Flying an RNAV (GPS) approach with LNAV+V can look and feel like flying an LPV: centered needles, a glidepath diamond, and an approach mode that looks “fully coupled.” The difference is protection. LPV and LNAV/VNAV guidance is evaluated and obstacle-protected down to a decision altitude. LNAV+V is advisory vertical guidance. It can be a great stabilized descent aid to the MDA, but it is not a guarantee of obstacle clearance below minimums.

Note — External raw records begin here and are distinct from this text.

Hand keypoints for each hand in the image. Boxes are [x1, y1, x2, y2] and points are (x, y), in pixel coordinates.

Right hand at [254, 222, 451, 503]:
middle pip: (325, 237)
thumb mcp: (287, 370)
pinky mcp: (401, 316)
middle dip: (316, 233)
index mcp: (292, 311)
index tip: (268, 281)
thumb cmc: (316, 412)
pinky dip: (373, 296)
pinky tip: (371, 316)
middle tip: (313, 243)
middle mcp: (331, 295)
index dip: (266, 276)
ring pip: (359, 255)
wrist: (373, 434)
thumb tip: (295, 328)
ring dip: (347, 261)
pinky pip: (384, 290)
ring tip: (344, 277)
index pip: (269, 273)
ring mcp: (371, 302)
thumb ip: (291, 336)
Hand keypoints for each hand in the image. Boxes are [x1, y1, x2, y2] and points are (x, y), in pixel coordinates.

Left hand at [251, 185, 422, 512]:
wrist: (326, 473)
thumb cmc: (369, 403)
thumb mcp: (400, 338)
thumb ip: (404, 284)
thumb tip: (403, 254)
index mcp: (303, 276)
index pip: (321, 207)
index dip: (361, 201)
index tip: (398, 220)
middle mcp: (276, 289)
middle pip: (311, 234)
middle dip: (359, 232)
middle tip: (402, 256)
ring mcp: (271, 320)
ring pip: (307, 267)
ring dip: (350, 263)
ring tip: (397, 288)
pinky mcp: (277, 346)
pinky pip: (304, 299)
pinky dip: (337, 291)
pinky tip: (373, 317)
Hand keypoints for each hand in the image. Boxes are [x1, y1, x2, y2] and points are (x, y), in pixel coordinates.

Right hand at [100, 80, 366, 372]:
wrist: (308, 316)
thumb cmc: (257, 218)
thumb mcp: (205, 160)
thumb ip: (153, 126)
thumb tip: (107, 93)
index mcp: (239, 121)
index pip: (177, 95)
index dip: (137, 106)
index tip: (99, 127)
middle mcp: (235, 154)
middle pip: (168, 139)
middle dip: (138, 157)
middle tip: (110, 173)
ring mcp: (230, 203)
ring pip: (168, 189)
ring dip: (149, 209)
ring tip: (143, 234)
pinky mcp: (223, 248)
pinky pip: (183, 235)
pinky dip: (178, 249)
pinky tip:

In this episode, Max analyzes the crash of N98FK, an Epic E1000, near Steamboat Springs/Bob Adams Field (KSBS). The flight came in at night into mountainous terrain with a lowering ceiling. Minutes before the accident, reported conditions still showed good visibility but broken cloud layers, and the altimeter setting was 30.16. That combination—night, terrain, and marginal weather—is exactly where “looks right on the PFD” can be a lethal trap.
KSBS has three instrument procedures. The VOR/DME-C is not authorized at night. The RNAV (GPS)-E is aligned with runway 32 but publishes only circling minimums because the descent from the last fix to the runway would require an unusually steep path. The RNAV (GPS) Z RWY 32 is the only procedure that publishes straight-in LNAV minimums, but its minimums are higher and the chart includes important restrictions and warnings that matter to this accident.
Max then walks through what the ADS-B ground track and barometric altitude data show. Laterally, the airplane flew a clean inbound path that closely matched the RNAV (GPS) Z RWY 32 final course. Vertically, the profile started out “textbook.” After correcting the baro altitudes for the 30.16 altimeter setting, the airplane crossed the FAF MABKY essentially overhead and only about 90 feet above the published at-or-above altitude (10,800 feet). It crossed the stepdown fix WDCHK essentially on altitude as well, only about 15 feet above the published at-or-above 9,100 feet (the MDA).
And then it didn’t level off. Instead of holding 9,100 feet until the runway environment was in sight and the pilot was legally and safely able to continue, the airplane kept descending. The last recorded point was around 8,240 feet—roughly 860 feet below the MDA—near terrain that tops out around 8,250 feet on Emerald Mountain. The descent angle stayed remarkably consistent from the intermediate segment through impact, with no sign of an MDA level-off. That consistency fits a common scenario: the autopilot was coupled to the LNAV+V advisory glidepath and simply kept flying down the path.
That leads to the legal and practical heart of the episode: when can you descend below an MDA on a nonprecision approach? Max reviews the three requirements in 91.175(c): the required flight visibility, at least one specified visual reference for the intended runway distinctly visible and identifiable, and being continuously in a position to land using normal maneuvers and a normal rate of descent. Until those are true, you level at MDA. Full stop. “But I’m on the glidepath” is not a criterion.
Max also explains why pilots get surprised by +V. Many expect the autopilot to capture altitude at MDA. But if you’re coupled to any glidepath, many autopilots will continue down the path unless you command a level-off. If you want to stop at MDA, you must actively select a vertical mode that holds altitude at the right time. That’s a systems/automation issue layered on top of the fundamental decision-making issue: don’t descend below minimums without the required cues and clearance.
Finally, Max decodes a chart note that many pilots gloss over: “Visual Segment – Obstacles” and, on some charts, “34:1 is not clear.” Those are warnings that obstacles penetrate the visual segment evaluation surface. In plain English, the visual segment may not be clear of terrain if you descend below MDA before you have the runway environment and can maneuver visually. Max discusses how the FAA’s 34:1 and 20:1 concepts relate to obstacle evaluation in the visual segment, and why these notes matter most at night and in mountainous terrain, when you may not see the hazard until it is too late.
To drive it home, Max recounts flying the same RNAV (GPS) Z RWY 32 in a simulator and hitting the same mountain when the autopilot was coupled to the advisory glidepath. He also explains why moving-map “relative terrain” may not save you: alerts can come late, and the colors can lull you into thinking you’re protected when you’re not.
If you fly IFR—especially in mountainous terrain—treat LNAV+V as a stabilized descent tool to the MDA, brief the notes, know what your autopilot will do at minimums, and deliberately transition to a level-at-MDA mindset unless and until you truly have the runway environment and can land normally.